I would argue that the real challenge facing providers today is to how to avoid disengaging or deactivating otherwise engaged and activated patients.

That’s because most people are already engaged in their own care, albeit not necessarily in the same way that providers want or expect.   So too, patients may well believe that they have the skills and knowledge they feel they need to deal with their own health…even if it is different from those skills, etc. measured by tools like PAM.

See : Patients Are Often More Engaged In Their Health Than Providers Think

In fact there is evidence to support this.  Patients with a regular source of care displayed significantly lower levels of patient activation that those without a regular source of care.  According to the researchers, “one possible explanation is that respondents with a regular physician are more likely to take a passive, deferential role in their care, believing their health care needs are being met by their provider(s).” *

The degree to which there is a “meeting of the minds” on engagement and activation between patient and physician, particularly during the office visit, will determine if patients are as engaged and activated when they leave the doctor’s office as they were when they entered.  It all boils down to how well the physician and patient are able to communicate.
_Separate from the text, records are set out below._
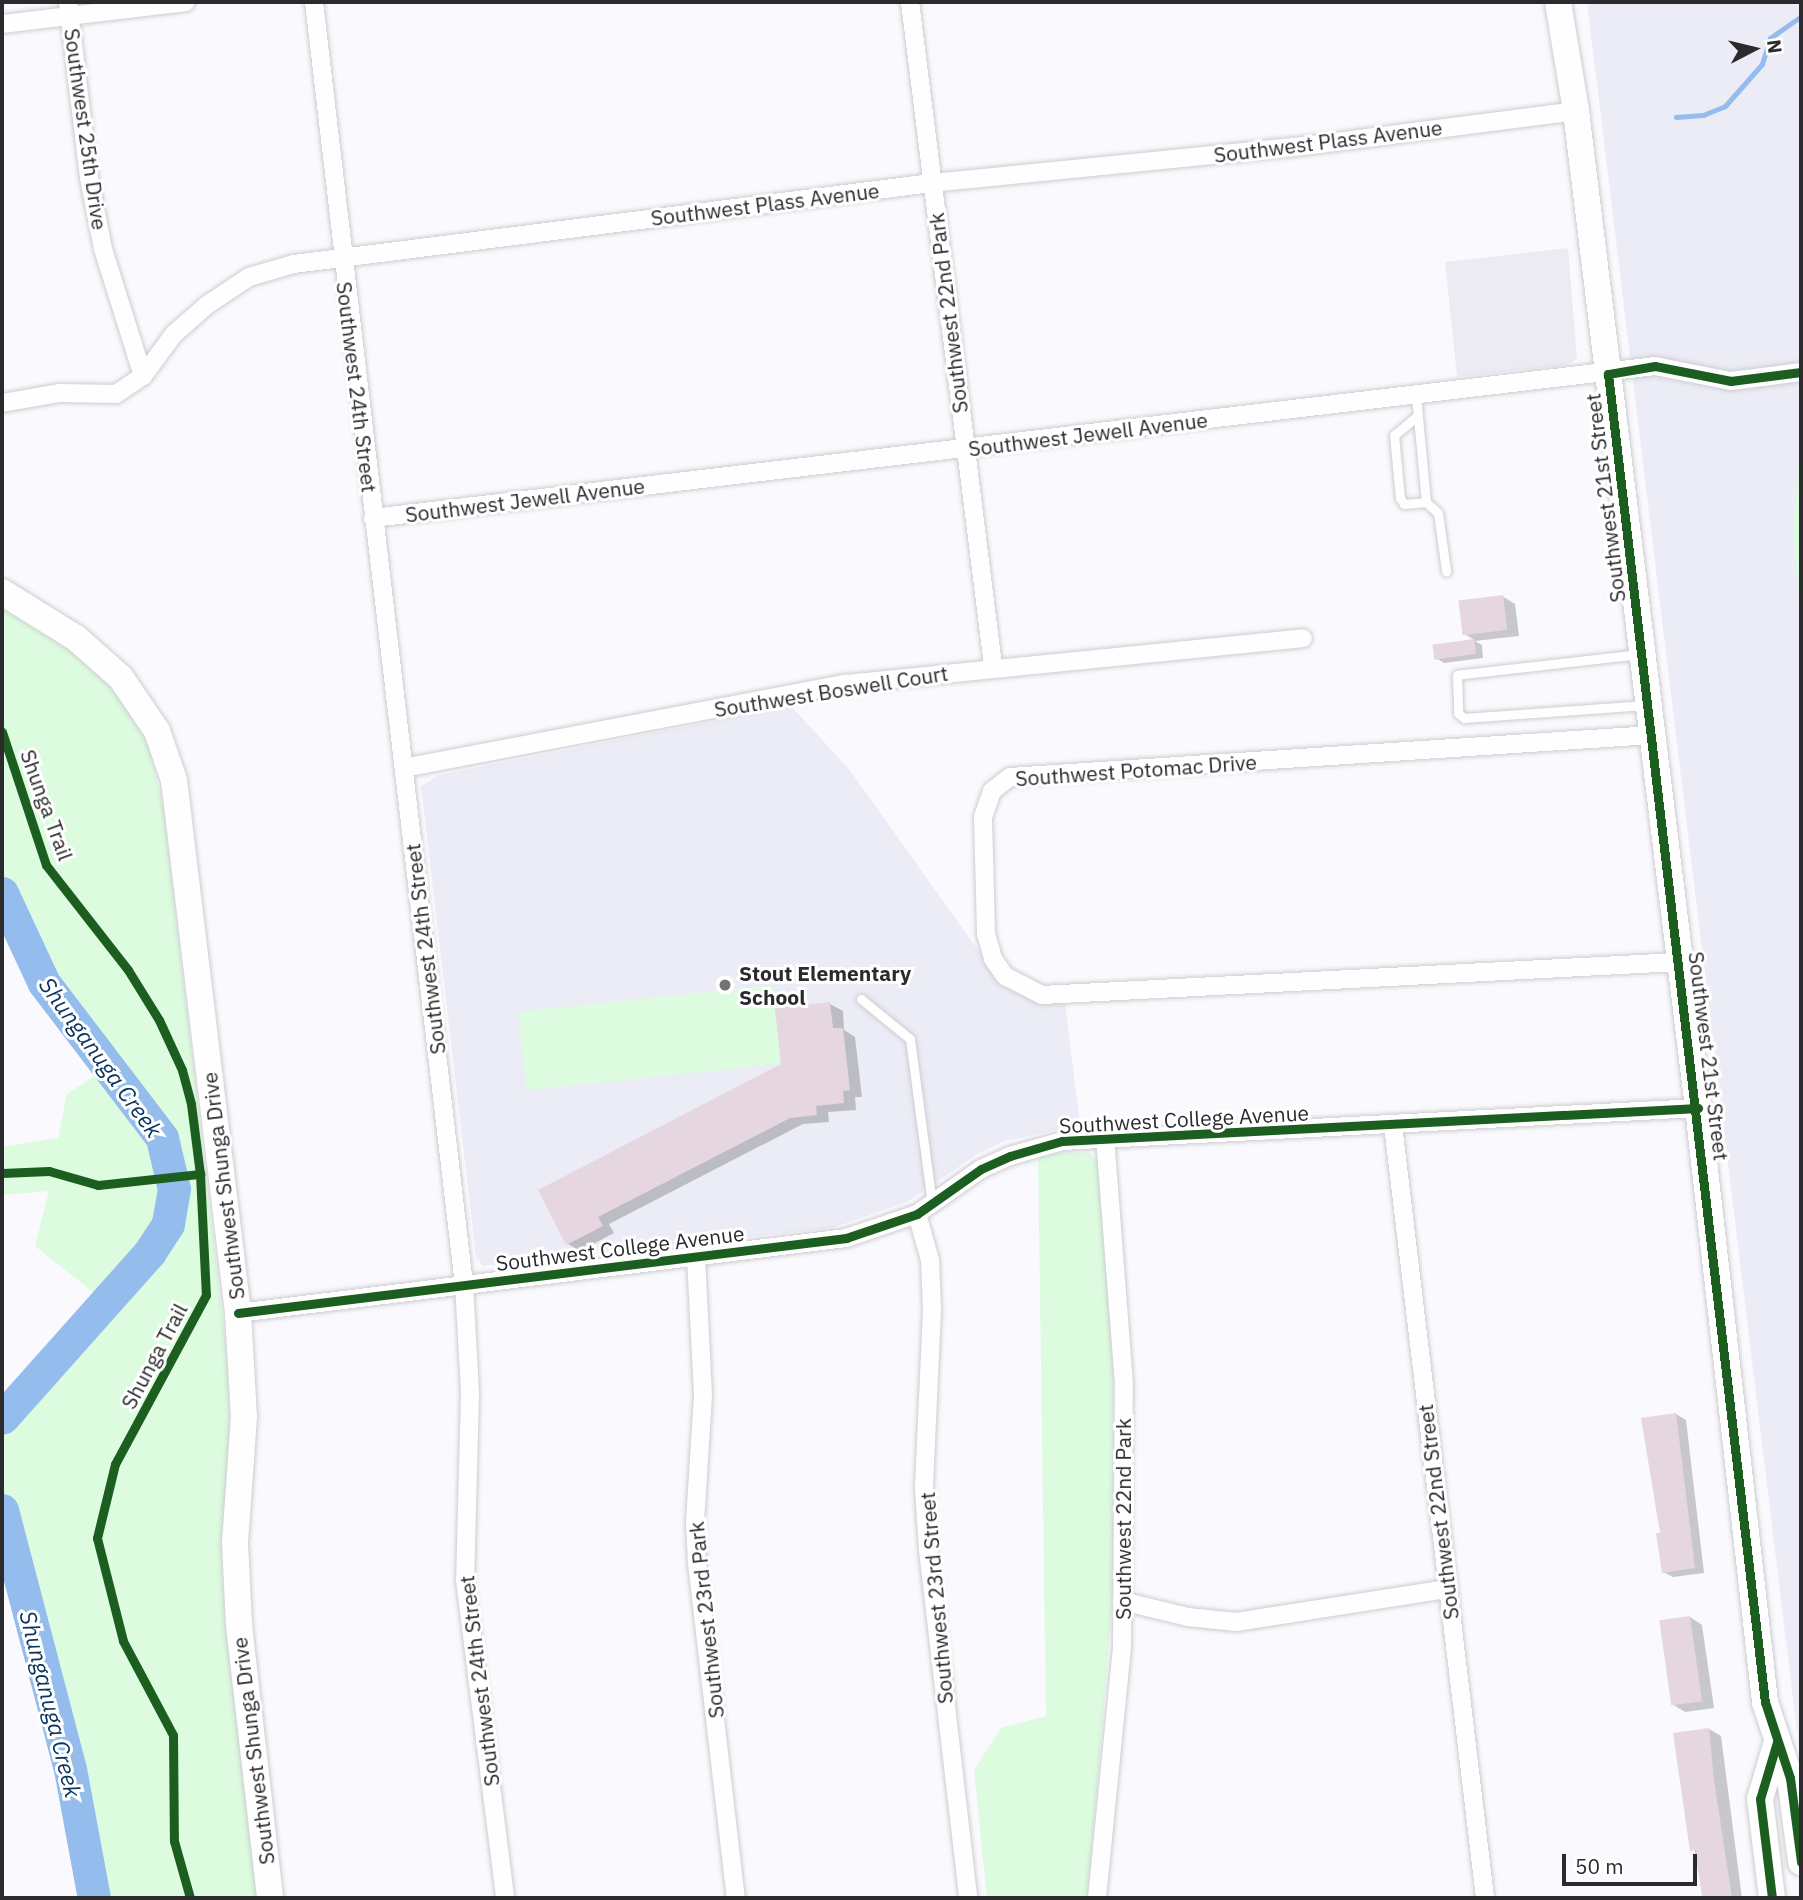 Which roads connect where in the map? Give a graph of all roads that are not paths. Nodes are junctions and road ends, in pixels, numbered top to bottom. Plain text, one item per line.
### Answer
1 (186, 2) edge
2 (314, 2) edge
3 (910, 2) edge
4 (1558, 2) edge
5 (68, 8) edge
6 (2, 24) edge
7 (1576, 110) junction
8 (932, 183) junction
9 (341, 258) junction
10 (1801, 372) edge
11 (1608, 374) junction
12 (143, 376) junction
13 (1416, 396) junction
14 (2, 404) edge
15 (1418, 416) junction
16 (964, 448) junction
17 (1426, 502) junction
18 (373, 518) junction
19 (1446, 570) dead end
20 (2, 592) edge
21 (1303, 638) dead end
22 (1642, 654) junction
23 (993, 666) junction
24 (1648, 704) junction
25 (1652, 735) junction
26 (404, 768) junction
27 (1679, 962) junction
28 (861, 999) dead end
29 (1698, 1108) junction
30 (1393, 1125) junction
31 (1105, 1139) junction
32 (932, 1203) junction
33 (917, 1214) junction
34 (696, 1257) junction
35 (464, 1284) junction
36 (238, 1313) junction
37 (1447, 1589) junction
38 (1122, 1601) junction
39 (1777, 1742) junction
40 (1801, 1862) edge
41 (270, 1898) edge
42 (505, 1898) edge
43 (736, 1898) edge
44 (968, 1898) edge
45 (1097, 1898) edge
46 (1485, 1898) edge
47 (1772, 1898) edge

1 - 5 street
2 - 9 street, Southwest 24th Street
3 - 8 street, Southwest 22nd Park
4 - 7 main road, Southwest 21st Street
5 - 6 street
5 - 12 street, Southwest 25th Drive
7 - 8 street, Southwest Plass Avenue
7 - 11 main road, Southwest 21st Street
8 - 9 street, Southwest Plass Avenue
8 - 16 street, Southwest 22nd Park
9 - 12 street, Southwest Plass Avenue
9 - 18 street, Southwest 24th Street
10 - 11 street, Southwest Jewell Avenue
11 - 13 street, Southwest Jewell Avenue
11 - 22 main road, Southwest 21st Street
12 - 14 street, Southwest Plass Avenue
13 - 15 lane
13 - 16 street, Southwest Jewell Avenue
15 - 17 lane
15 - 17 lane
16 - 18 street, Southwest Jewell Avenue
16 - 23 street, Southwest 22nd Park
17 - 19 lane
18 - 26 street, Southwest 24th Street
20 - 36 main road, Southwest Shunga Drive
21 - 23 street, Southwest Boswell Court
22 - 24 main road, Southwest 21st Street
22 - 24 lane
23 - 26 street, Southwest Boswell Court
24 - 25 main road, Southwest 21st Street
25 - 27 main road, Southwest 21st Street
25 - 27 street, Southwest Potomac Drive
26 - 35 street, Southwest 24th Street
27 - 29 main road, Southwest 21st Street
28 - 32 lane
29 - 30 street, Southwest College Avenue
29 - 39 main road, Southwest 21st Street
30 - 31 street, Southwest College Avenue
30 - 37 street, Southwest 22nd Street
31 - 32 street, Southwest College Avenue
31 - 38 street, Southwest 22nd Park
32 - 33 street, Southwest College Avenue
33 - 34 street, Southwest College Avenue
33 - 44 street, Southwest 23rd Street
34 - 35 street, Southwest College Avenue
34 - 43 street, Southwest 23rd Park
35 - 36 street, Southwest College Avenue
35 - 42 street, Southwest 24th Street
36 - 41 main road, Southwest Shunga Drive
37 - 38 street
37 - 46 street, Southwest 22nd Street
38 - 45 street, Southwest 22nd Park
39 - 40 main road, Southwest 21st Street
39 - 47 main road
Here’s what I mean.  How engaged or activated is a person going to be if what they have to say is interrupted, ignored or otherwise dismissed by busy, stressed  clinicians?  Is a patient going to share information or new skills they found on the internet with their physician if they are dismissed as a Googler?

The Take Away?

Nothing against PAM or Dr. Hibbard’s work which stand on its own merits.  Rather, it’s about health care being a two-way affair…with patients and clinicians both have a stake in health outcomes.  The sooner health care providers, academic researchers, and health publications like Health Affairs realize this…the sooner things can improve.
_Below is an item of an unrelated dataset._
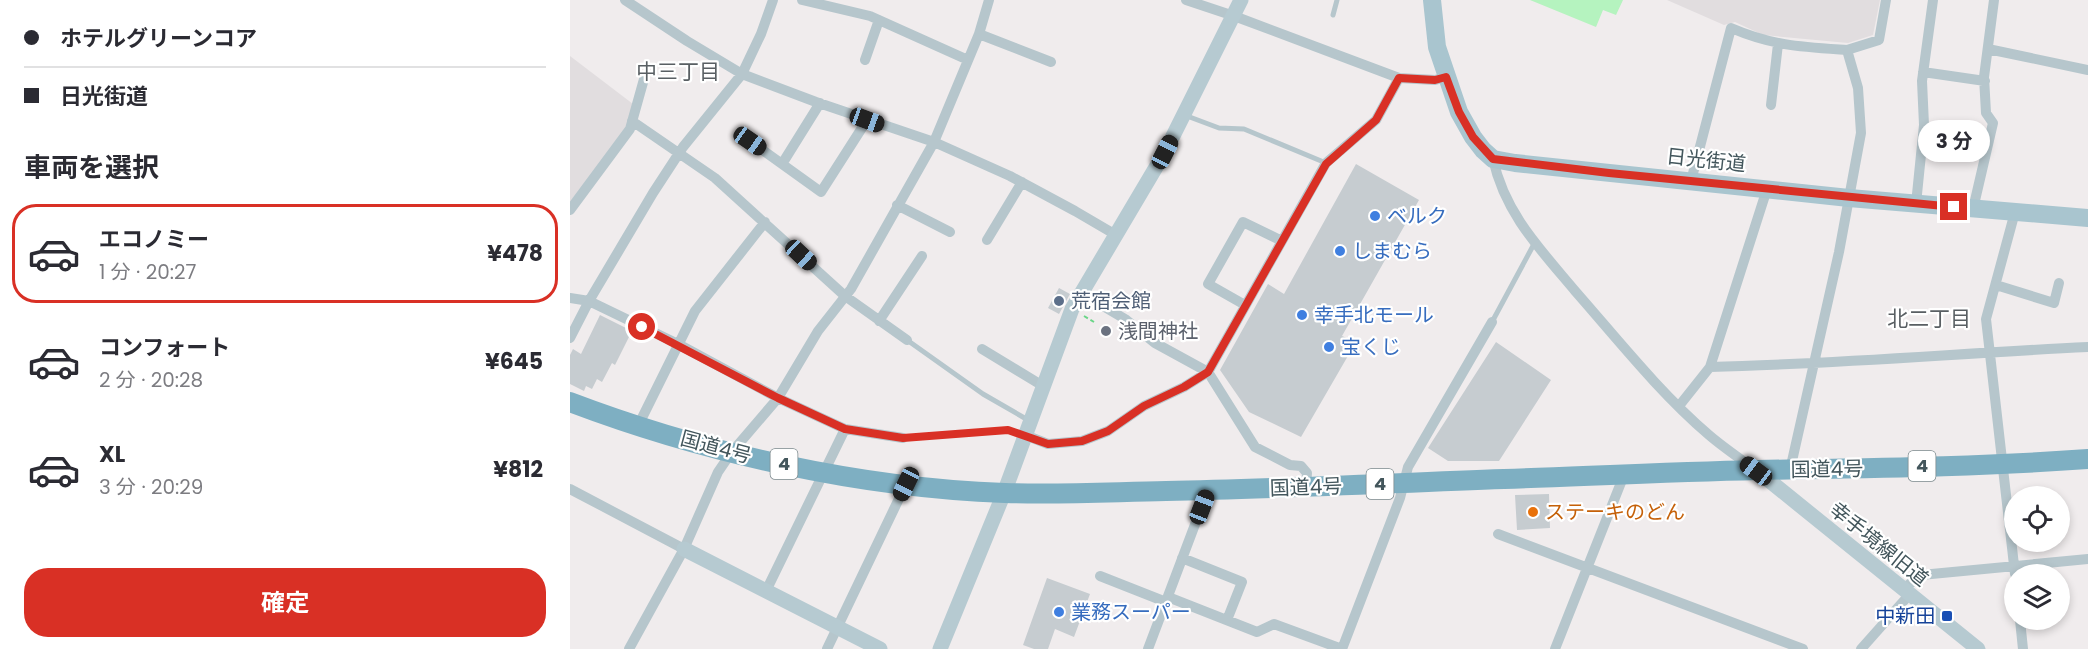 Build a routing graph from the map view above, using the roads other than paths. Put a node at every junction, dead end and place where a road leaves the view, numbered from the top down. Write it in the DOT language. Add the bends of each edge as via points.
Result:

That’s what I think. What’s your opinion?

Sources:

Levinson, W., Lesser, C. S., & Epstein, R. M. (2010). Developing physician communication skills for patient-centered care. Health Affairs, 29(7).

Olson, D. P., & Windish, D. M. (2010). Communication discrepancies between physicians and hospitalized patients. Archives of Internal Medicine, 170(15), 1302-7. doi:10.1001/archinternmed.2010.239

Roumie, C. L., Greevy, R., Wallston, K. a, Elasy, T. a, Kaltenbach, L., Kotter, K., Dittus, R. S., et al. (2010). Patient centered primary care is associated with patient hypertension medication adherence. Journal of Behavioral Medicine.

Bertakis, K. D., & Azari, R. (2011). Patient-centered care is associated with decreased health care utilization. Journal of the American Board of Family Medicine: JABFM, 24(3), 229-39.

* Alexander, J. a, Hearld, L. R., Mittler, J. N., & Harvey, J. (2011). Patient-Physician Role Relationships and Patient Activation among Individuals with Chronic Illness. Health Services Research, 1-23.